REQUIRED WORK: The answer should consist of each line below that contains the word "from".

Stored data entries:
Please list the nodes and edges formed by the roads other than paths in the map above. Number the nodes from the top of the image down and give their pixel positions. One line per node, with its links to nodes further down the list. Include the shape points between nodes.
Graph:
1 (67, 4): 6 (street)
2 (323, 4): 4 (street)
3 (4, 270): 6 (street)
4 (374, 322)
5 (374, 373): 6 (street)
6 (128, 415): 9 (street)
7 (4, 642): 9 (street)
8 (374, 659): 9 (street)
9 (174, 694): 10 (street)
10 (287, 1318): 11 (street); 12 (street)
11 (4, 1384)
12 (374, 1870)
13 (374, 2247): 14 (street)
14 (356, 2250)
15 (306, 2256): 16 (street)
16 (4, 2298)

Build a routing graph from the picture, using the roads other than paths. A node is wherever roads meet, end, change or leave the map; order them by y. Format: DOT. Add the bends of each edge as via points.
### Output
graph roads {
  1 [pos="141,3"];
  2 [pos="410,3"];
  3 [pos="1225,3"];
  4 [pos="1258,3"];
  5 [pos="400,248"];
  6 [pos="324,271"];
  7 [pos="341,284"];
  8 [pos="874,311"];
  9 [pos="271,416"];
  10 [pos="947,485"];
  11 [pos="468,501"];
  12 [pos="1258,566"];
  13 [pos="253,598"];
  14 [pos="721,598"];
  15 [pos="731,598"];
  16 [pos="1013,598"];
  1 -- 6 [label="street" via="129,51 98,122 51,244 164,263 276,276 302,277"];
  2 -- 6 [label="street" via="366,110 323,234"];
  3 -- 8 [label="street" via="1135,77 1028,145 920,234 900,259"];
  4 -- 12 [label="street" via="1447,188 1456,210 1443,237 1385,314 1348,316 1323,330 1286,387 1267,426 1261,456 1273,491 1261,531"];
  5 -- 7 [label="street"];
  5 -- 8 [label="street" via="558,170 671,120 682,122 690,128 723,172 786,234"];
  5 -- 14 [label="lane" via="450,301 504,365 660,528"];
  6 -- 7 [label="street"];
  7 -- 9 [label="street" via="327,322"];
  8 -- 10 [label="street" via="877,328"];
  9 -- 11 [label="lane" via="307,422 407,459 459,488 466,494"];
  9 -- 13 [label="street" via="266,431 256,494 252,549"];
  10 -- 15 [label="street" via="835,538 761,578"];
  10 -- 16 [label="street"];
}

SOLUTION TO THE EXERCISE:
Please list the nodes and edges formed by the roads other than paths in the map above. Number the nodes from the top of the image down and give their pixel positions. One line per node, with its links to nodes further down the list. Include the shape points between nodes.
Build a routing graph from the picture, using the roads other than paths. A node is wherever roads meet, end, change or leave the map; order them by y. Format: DOT. Add the bends of each edge as via points.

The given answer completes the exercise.